La Symphonie n° 4 : elle se démarque des symphonies précédentes par la réduction de l’effectif orchestral (disparition des trombones), l’absence de chœur, l’absence de programme explicite, mais elle s’inscrit toutefois (rien n’est clos chez Mahler, tout se tient…) dans la continuité par la présence du lied « Das himmlische Leben » (La Vie céleste) tiré du « Wunderhorn » autour duquel elle se construit, ultime étape de l’œuvre entreprise dans la troisième symphonie.
La trilogie orchestrale des trois symphonies instrumentales
Elles marquent une nouvelle étape dans la construction mahlérienne : pas de voix, pas de programme explicite, lien moins évident avec le lied, plus abstraites et énigmatiques quant à leur interprétation, elles n’en restent pas moins sous-tendues par la même quête : « une tentative de réorganiser le monde à partir du moi individuel » (Richard Specht).

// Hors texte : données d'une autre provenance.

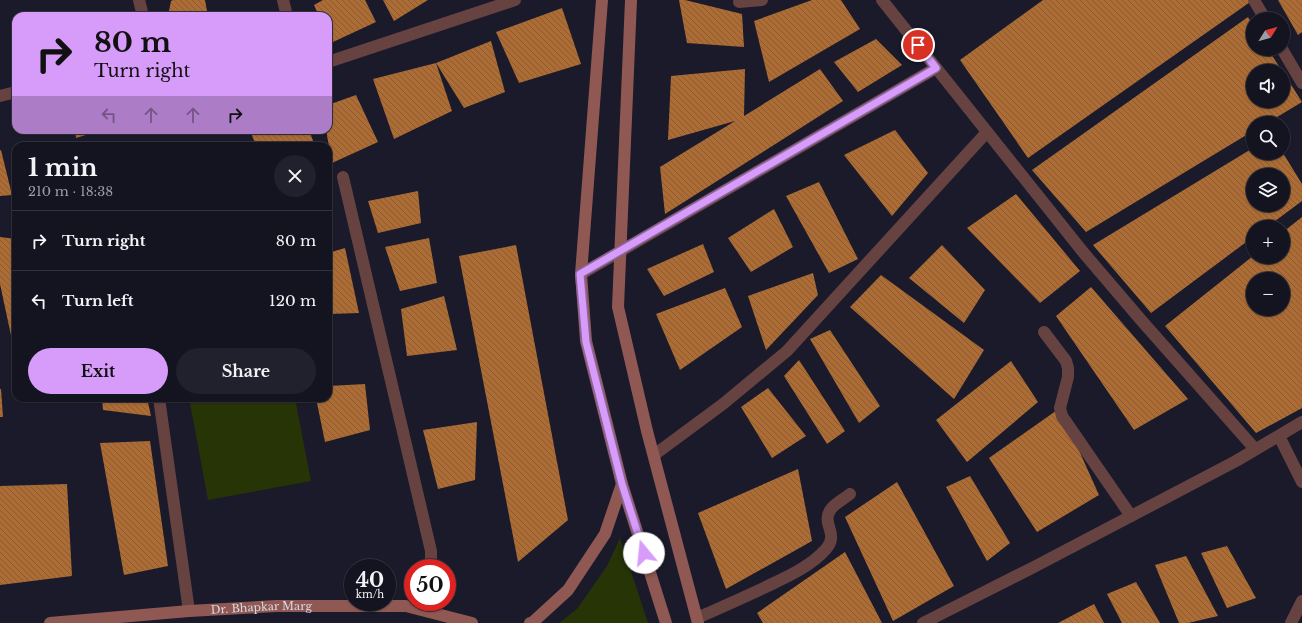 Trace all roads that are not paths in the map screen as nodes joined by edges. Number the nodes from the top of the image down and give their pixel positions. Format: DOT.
graph roads {
  1 [pos="138,0"];
  2 [pos="283,0"];
  3 [pos="515,0"];
  4 [pos="602,0"];
  5 [pos="631,0"];
  6 [pos="762,0"];
  7 [pos="882,0"];
  8 [pos="1254,0"];
  9 [pos="739,2"];
  10 [pos="142,12"];
  11 [pos="286,12"];
  12 [pos="1261,12"];
  13 [pos="1286,56"];
  14 [pos="332,61"];
  15 [pos="936,68"];
  16 [pos="1302,83"];
  17 [pos="12,93"];
  18 [pos="0,96"];
  19 [pos="987,132"];
  20 [pos="343,177"];
  21 [pos="621,250"];
  22 [pos="580,274"];
  23 [pos="1044,332"];
  24 [pos="160,402"];
  25 [pos="1302,422"];
  26 [pos="1279,436"];
  27 [pos="1255,449"];
  28 [pos="654,455"];
  29 [pos="1302,482"];
  30 [pos="622,484"];
  31 [pos="850,494"];
  32 [pos="1131,516"];
  33 [pos="431,559"];
  34 [pos="1302,601"];
  35 [pos="404,606"];
  36 [pos="189,611"];
  37 [pos="435,611"];
  38 [pos="697,621"];
  39 [pos="933,621"];
  40 [pos="50,623"];
  41 [pos="472,623"];
  42 [pos="530,623"];
  43 [pos="666,623"];
  44 [pos="1291,623"];
  1 -- 10 [label="street"];
  2 -- 11 [label="street"];
  3 -- 14 [label="street"];
  4 -- 22 [label="main road"];
  5 -- 21 [label="main road"];
  6 -- 9 [label="street"];
  7 -- 15 [label="street"];
  8 -- 12 [label="street"];
  13 -- 16 [label="street"];
  15 -- 19 [label="street"];
  15 -- 21 [label="street"];
  17 -- 18 [label="street"];
  19 -- 27 [label="street"];
  19 -- 28 [label="street"];
  20 -- 33 [label="street"];
  21 -- 22 [label="street"];
  21 -- 28 [label="main road"];
  22 -- 30 [label="main road"];
  23 -- 32 [label="street"];
  24 -- 36 [label="street"];
  25 -- 26 [label="street"];
  26 -- 27 [label="street"];
  26 -- 29 [label="street"];
  27 -- 32 [label="street"];
  28 -- 38 [label="main road"];
  30 -- 42 [label="main road"];
  30 -- 43 [label="main road"];
  31 -- 38 [label="street"];
  32 -- 39 [label="street"];
  34 -- 44 [label="street"];
  35 -- 36 [label="main road, Dr. Bhapkar Marg"];
  36 -- 40 [label="main road, Dr. Bhapkar Marg"];
  37 -- 41 [label="main road, Dr. Bhapkar Marg"];
}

La Symphonie n° 5 : composée dans le climat d’amour de son mariage récent avec Alma, mais aussi dans la douleur et l’angoisse faisant suite à une hémorragie intestinale grave, la cinquième symphonie est dominée par un sentiment ambiguïté, d’autant que parfois les forces créatrices semblent submerger le compositeur lui-même : « C’est une œuvre maudite, personne ne la comprend ». Elle se conclut sur la victoire ambiguë et interrogative des forces de vie « Ciel, quelle figure fera le public devant ce chaos qui engendre toujours un monde prêt, au dernier moment, à retourner au néant ? ».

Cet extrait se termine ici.